* [TASK REQUIREMENTS] All lines with the word "Совхозная" must be pulled from the entries below.

* [DATASET]
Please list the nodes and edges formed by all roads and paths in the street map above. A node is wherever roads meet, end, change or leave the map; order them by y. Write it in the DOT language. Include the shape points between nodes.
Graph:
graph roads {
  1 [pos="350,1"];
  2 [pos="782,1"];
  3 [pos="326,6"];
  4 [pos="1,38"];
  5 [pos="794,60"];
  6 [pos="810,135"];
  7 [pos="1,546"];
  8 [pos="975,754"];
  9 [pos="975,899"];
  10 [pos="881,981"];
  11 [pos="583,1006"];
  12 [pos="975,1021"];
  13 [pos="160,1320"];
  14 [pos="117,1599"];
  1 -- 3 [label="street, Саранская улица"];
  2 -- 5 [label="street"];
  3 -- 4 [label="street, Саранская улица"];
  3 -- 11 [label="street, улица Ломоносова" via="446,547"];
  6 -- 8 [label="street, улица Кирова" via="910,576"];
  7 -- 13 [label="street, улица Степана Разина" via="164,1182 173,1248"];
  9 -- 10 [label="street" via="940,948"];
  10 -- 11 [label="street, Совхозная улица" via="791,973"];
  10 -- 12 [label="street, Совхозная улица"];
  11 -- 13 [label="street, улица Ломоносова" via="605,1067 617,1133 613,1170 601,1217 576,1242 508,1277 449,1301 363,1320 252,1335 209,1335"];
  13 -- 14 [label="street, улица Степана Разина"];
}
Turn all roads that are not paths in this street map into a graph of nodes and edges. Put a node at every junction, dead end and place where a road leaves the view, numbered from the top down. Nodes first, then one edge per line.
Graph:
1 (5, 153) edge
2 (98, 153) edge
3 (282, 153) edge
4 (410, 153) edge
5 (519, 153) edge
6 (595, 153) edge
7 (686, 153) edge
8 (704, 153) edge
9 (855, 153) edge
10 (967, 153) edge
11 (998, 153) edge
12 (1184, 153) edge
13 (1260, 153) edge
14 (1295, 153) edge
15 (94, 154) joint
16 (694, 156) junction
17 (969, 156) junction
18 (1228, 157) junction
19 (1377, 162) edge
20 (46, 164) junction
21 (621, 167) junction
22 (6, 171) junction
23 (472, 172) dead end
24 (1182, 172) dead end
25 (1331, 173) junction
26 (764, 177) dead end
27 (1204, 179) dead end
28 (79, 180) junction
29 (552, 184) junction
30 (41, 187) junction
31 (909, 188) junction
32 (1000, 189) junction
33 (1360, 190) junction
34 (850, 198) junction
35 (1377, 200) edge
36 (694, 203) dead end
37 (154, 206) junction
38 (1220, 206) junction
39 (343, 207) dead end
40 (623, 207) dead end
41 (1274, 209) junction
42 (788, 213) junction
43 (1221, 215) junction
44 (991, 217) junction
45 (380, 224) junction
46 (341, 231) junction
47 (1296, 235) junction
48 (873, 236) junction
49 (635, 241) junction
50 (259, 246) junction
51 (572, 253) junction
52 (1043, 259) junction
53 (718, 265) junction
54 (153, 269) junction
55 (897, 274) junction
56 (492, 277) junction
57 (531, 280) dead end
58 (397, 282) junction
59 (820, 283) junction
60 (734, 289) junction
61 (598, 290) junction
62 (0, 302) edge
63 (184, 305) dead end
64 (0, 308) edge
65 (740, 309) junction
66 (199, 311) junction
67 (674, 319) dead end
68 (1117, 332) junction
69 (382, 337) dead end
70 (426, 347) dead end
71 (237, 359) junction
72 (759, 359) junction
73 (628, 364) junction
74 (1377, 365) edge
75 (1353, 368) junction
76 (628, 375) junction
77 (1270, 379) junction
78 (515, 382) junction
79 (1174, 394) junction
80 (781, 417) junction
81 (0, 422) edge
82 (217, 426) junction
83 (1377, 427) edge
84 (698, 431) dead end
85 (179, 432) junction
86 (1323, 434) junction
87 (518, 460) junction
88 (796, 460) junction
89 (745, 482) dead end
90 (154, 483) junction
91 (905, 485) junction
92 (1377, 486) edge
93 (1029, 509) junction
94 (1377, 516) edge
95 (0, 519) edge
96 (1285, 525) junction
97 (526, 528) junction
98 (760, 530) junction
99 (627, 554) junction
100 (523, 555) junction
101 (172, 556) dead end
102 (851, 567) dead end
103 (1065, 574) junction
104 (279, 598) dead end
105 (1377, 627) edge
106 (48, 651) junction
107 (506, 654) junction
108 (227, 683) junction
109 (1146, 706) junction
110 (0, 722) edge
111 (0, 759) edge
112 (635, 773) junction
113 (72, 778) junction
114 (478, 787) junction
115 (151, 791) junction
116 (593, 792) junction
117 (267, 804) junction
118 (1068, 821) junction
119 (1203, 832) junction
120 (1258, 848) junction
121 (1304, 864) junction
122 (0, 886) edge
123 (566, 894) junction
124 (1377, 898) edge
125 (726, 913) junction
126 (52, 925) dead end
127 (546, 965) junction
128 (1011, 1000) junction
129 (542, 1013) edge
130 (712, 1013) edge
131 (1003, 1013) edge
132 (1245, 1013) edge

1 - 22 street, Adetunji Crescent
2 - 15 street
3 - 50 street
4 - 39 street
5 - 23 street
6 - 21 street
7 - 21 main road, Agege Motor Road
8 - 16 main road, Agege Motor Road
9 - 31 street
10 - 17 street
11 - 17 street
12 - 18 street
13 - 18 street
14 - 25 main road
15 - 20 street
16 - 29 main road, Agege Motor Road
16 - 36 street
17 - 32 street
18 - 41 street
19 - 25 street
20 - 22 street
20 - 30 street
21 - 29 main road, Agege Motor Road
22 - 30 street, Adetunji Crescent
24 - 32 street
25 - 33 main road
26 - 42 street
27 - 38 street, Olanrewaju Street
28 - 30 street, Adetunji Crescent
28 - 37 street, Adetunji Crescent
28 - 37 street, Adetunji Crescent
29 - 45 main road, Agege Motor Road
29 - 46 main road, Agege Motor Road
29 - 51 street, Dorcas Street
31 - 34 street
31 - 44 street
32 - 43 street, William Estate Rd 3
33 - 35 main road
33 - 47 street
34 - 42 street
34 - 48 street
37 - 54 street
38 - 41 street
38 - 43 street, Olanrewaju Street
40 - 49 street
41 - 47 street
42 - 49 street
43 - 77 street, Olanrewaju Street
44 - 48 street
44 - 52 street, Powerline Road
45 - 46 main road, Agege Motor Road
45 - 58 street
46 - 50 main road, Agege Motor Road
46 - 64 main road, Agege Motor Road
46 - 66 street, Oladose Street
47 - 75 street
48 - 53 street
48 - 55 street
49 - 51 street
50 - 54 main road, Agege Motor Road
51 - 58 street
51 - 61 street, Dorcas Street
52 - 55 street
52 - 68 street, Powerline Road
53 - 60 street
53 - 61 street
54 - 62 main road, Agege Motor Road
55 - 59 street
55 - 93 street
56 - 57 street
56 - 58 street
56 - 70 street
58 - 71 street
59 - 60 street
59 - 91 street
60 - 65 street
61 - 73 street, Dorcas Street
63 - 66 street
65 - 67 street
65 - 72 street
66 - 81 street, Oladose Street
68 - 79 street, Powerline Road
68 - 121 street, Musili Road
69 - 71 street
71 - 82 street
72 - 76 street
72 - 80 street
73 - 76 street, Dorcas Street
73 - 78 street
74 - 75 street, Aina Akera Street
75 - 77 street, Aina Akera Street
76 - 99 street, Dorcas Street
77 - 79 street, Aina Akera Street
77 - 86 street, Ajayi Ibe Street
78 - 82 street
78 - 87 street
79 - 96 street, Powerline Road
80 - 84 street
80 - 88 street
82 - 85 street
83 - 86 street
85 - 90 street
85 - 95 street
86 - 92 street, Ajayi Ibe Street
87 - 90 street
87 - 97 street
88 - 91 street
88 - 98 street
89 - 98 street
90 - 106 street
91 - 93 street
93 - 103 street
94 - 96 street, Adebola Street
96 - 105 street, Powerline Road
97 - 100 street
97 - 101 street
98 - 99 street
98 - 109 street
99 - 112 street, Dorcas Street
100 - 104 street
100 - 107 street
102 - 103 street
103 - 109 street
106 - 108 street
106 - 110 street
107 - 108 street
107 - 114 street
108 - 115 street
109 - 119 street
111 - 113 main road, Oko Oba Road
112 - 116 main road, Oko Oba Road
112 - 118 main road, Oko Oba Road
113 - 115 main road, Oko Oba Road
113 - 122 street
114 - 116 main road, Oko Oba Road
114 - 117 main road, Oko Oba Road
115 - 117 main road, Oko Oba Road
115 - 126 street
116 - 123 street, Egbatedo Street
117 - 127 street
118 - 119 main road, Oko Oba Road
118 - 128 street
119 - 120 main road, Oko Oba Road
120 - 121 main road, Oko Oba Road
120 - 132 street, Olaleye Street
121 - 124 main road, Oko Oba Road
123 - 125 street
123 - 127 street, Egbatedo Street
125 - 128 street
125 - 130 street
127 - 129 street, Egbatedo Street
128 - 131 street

* [WRITTEN SOLUTION]
  10 -- 11 [label="street, Совхозная улица" via="791,973"];
  10 -- 12 [label="street, Совхозная улица"];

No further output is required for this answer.